Another field is analytics. Aeronáutica SDLE are convinced measuring wellness and other relevant data, when harnessed by AI, will have positive outcomes for people. To this end, the company has plans for developing analytics software “to motivate the user towards a healthier and more beneficial lifestyle.” Given the company’s deep expertise in unmanned systems and navigational tools, agriculture is the third specific field where Aeronáutica SDLE sees opportunities. In fact, the company wants to adapt its AI and robotics to produce autonomous machines equipped for maintaining crop production. It’s now possible for “intelligent robots [to]…plan, plant, irrigate, fertilize, and harvest based on continuous information flow received through sensors.”

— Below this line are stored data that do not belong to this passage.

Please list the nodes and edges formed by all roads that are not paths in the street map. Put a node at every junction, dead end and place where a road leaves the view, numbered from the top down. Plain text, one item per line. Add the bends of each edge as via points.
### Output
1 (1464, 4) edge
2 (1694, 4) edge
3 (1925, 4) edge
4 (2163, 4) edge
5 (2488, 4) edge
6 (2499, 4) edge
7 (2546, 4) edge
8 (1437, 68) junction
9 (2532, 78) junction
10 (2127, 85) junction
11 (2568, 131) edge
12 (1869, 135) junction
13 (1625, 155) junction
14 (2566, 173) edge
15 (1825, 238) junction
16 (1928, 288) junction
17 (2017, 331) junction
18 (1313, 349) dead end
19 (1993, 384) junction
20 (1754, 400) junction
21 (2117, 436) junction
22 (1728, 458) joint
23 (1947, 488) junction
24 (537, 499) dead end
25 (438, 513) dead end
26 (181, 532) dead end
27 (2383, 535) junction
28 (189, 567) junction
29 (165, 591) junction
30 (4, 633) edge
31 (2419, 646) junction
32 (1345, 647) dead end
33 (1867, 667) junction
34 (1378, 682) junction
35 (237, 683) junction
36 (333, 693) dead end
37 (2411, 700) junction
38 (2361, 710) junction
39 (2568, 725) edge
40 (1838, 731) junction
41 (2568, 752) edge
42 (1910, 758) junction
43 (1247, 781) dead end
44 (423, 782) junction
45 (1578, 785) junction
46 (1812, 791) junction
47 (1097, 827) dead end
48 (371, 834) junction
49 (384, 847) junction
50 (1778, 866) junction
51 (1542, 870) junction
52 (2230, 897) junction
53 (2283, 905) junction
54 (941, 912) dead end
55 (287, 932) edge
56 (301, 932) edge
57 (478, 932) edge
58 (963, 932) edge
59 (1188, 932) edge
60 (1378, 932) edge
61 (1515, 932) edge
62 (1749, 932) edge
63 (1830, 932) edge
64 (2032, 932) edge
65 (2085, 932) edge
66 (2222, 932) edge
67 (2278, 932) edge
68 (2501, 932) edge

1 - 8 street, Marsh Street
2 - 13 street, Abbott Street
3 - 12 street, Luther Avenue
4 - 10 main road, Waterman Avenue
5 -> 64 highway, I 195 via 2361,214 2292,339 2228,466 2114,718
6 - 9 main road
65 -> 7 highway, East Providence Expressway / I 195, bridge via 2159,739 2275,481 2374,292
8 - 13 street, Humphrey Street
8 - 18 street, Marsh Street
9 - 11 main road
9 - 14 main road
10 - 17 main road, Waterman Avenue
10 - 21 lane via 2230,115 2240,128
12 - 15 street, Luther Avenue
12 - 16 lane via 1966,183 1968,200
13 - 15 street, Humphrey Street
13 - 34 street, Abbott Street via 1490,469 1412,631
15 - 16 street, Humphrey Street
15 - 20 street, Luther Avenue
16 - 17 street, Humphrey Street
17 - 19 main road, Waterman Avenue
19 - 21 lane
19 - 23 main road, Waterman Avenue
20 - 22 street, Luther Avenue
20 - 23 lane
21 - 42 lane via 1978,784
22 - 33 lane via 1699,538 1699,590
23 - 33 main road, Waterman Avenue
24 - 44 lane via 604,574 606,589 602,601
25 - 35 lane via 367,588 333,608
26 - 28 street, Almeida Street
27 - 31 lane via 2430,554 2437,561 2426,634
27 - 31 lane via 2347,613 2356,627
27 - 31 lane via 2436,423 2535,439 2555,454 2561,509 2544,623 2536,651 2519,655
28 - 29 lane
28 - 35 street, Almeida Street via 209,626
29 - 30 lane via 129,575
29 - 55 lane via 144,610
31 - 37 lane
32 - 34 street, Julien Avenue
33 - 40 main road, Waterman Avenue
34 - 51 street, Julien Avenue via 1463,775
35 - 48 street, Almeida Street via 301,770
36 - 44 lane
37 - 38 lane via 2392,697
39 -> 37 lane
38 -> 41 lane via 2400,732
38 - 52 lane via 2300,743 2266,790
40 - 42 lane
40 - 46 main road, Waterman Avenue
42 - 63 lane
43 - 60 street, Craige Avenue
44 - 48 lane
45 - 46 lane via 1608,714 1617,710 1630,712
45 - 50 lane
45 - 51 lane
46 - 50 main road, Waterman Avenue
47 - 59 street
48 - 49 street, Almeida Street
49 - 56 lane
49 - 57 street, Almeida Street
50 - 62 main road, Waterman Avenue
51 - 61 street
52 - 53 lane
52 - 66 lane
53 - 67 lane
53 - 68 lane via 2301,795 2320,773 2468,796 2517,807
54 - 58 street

While it’s true these three activities are now mainstream, with both startups and big name manufacturers entering them, Aeronáutica SDLE’s advantage is its association with Spain’s leading science and technology institutions. This allows its teams to deliver products at a much faster pace and tailor these based on end user’s requirements. The company is also unafraid of emerging markets and has built strong connections beyond the European Union (EU).

As for the IRP, the drone’s newness and modularity are a boon. If Aeronáutica SDLE continues to pursue emerging markets, strong rewards await in Asia, where at least a handful of trends should boost the demand for unmanned security tools. These are:

  • Continuous growth of cities as central governments plan entire urban enclaves that combine vast residential spaces with commercial centers. This means physical security remains a premium as everything from commercial amenities to public infrastructure requires constant monitoring.
  • The widespread adoption of ultra-fast internet connectivity among Asia’s largest cities resulting in a new “ecosystem” of wireless tools that perform jobs along with humans. This applies to both private security organizations and law enforcement agencies.
  • As national economies keep growing in the 2020s, critical infrastructure needs to be protected more than ever. Airports, data centers, electricity providers, fossil fuel refineries and storage sites, road and rail networks, vital utilities, and government offices must have round-the-clock security. An autonomous element to the human security team enhances their effectiveness.